▽
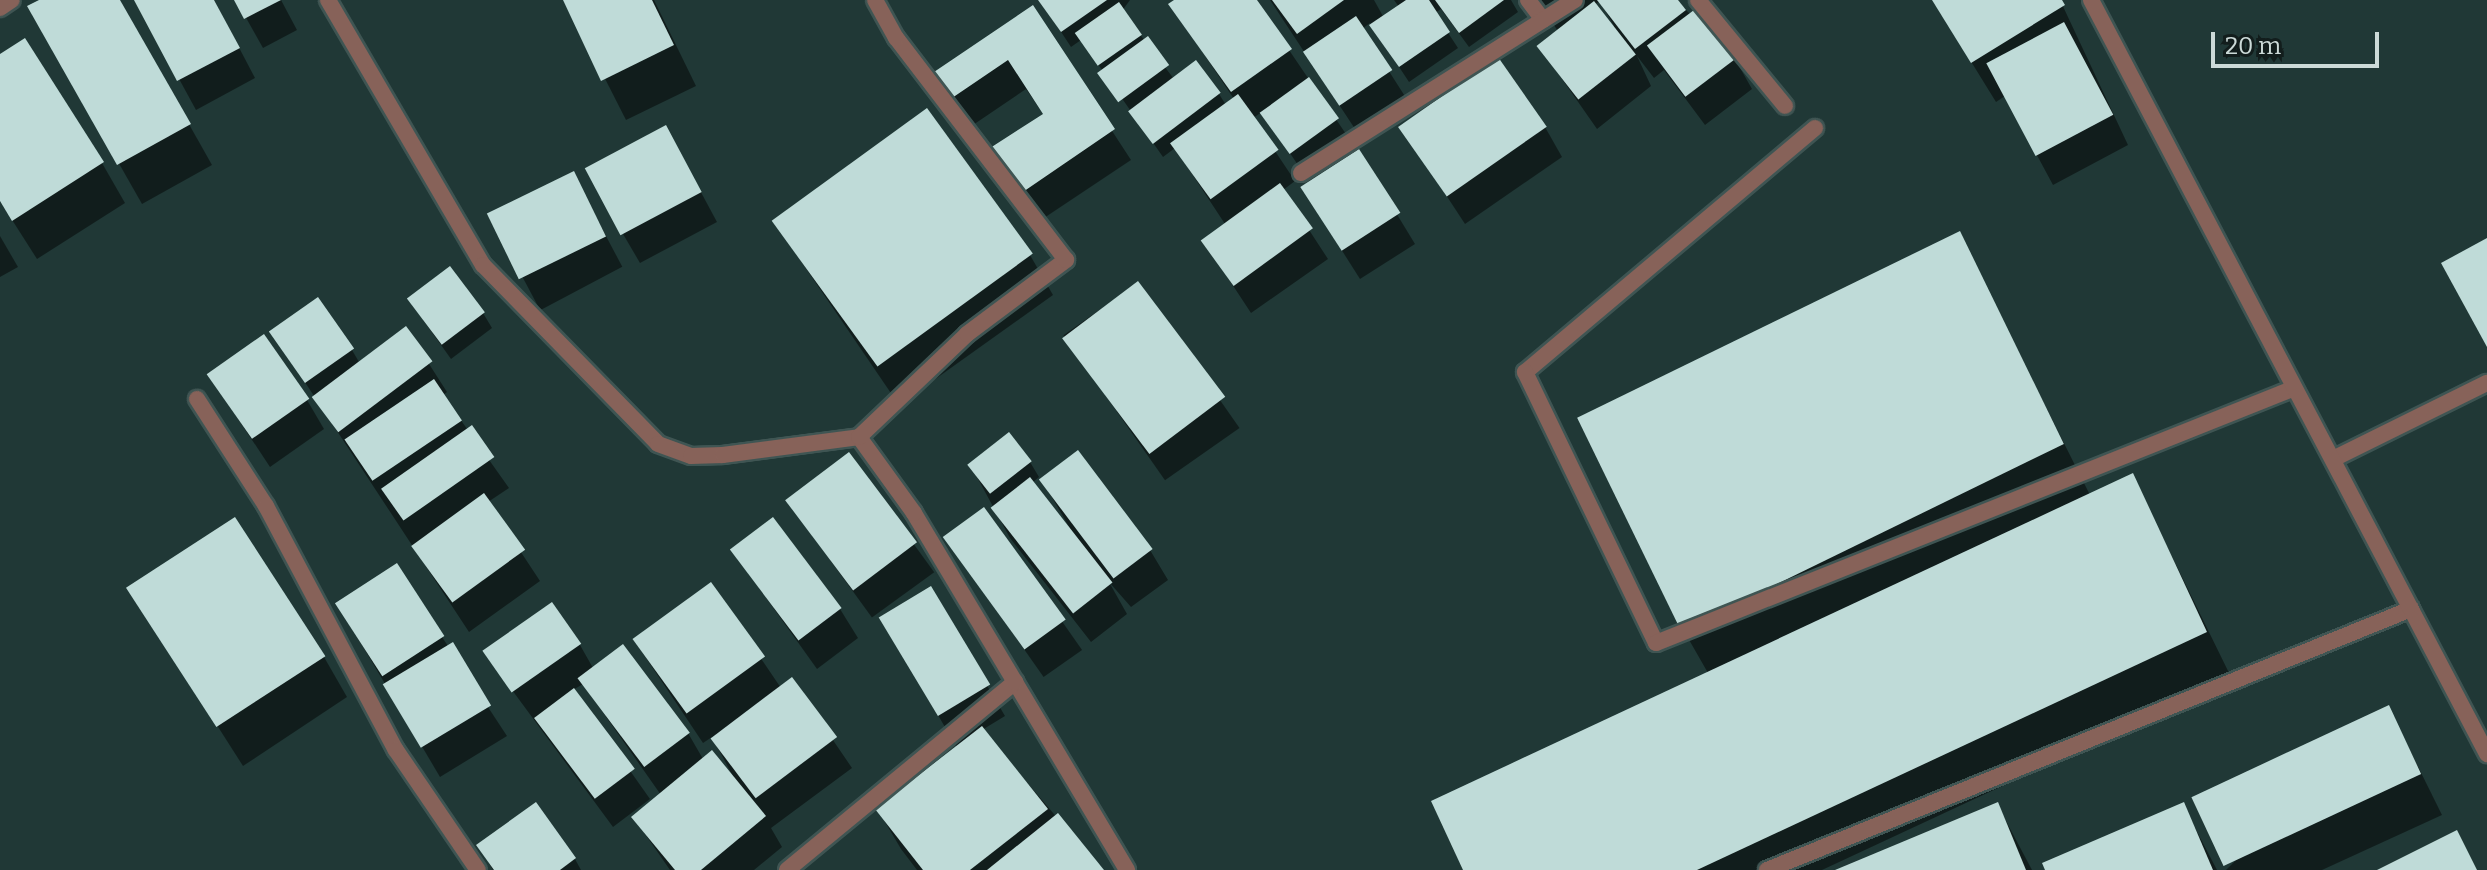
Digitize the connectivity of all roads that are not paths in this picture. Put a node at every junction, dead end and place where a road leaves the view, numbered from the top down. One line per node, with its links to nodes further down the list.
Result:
1 (12, 0): 8 (street)
2 (328, 0): 16 (street)
3 (875, 0): 16 (street)
4 (1528, 0): 9 (street)
5 (1575, 0): 9 (street)
6 (1698, 0): 10 (street)
7 (2091, 0): 14 (street)
8 (0, 8)
9 (1543, 20): 12 (street)
10 (1785, 106)
11 (1815, 128): 14 (street)
12 (1301, 173)
13 (2487, 383): 17 (street)
14 (2292, 389): 17 (street)
15 (197, 399): 21 (street)
16 (859, 437): 19 (street)
17 (2333, 459): 18 (street)
18 (2411, 609): 20 (street); 24 (street)
19 (1015, 682): 22 (street); 23 (street)
20 (2487, 754)
21 (478, 870)
22 (787, 870)
23 (1127, 870)
24 (1767, 870)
△
• _Problem description_
Give every line of the listing above again, exactly, with no images.

• _Task output_
Digitize the connectivity of all roads that are not paths in this picture. Put a node at every junction, dead end and place where a road leaves the view, numbered from the top down. One line per node, with its links to nodes further down the list.
Result:
1 (12, 0): 8 (street)
2 (328, 0): 16 (street)
3 (875, 0): 16 (street)
4 (1528, 0): 9 (street)
5 (1575, 0): 9 (street)
6 (1698, 0): 10 (street)
7 (2091, 0): 14 (street)
8 (0, 8)
9 (1543, 20): 12 (street)
10 (1785, 106)
11 (1815, 128): 14 (street)
12 (1301, 173)
13 (2487, 383): 17 (street)
14 (2292, 389): 17 (street)
15 (197, 399): 21 (street)
16 (859, 437): 19 (street)
17 (2333, 459): 18 (street)
18 (2411, 609): 20 (street); 24 (street)
19 (1015, 682): 22 (street); 23 (street)
20 (2487, 754)
21 (478, 870)
22 (787, 870)
23 (1127, 870)
24 (1767, 870)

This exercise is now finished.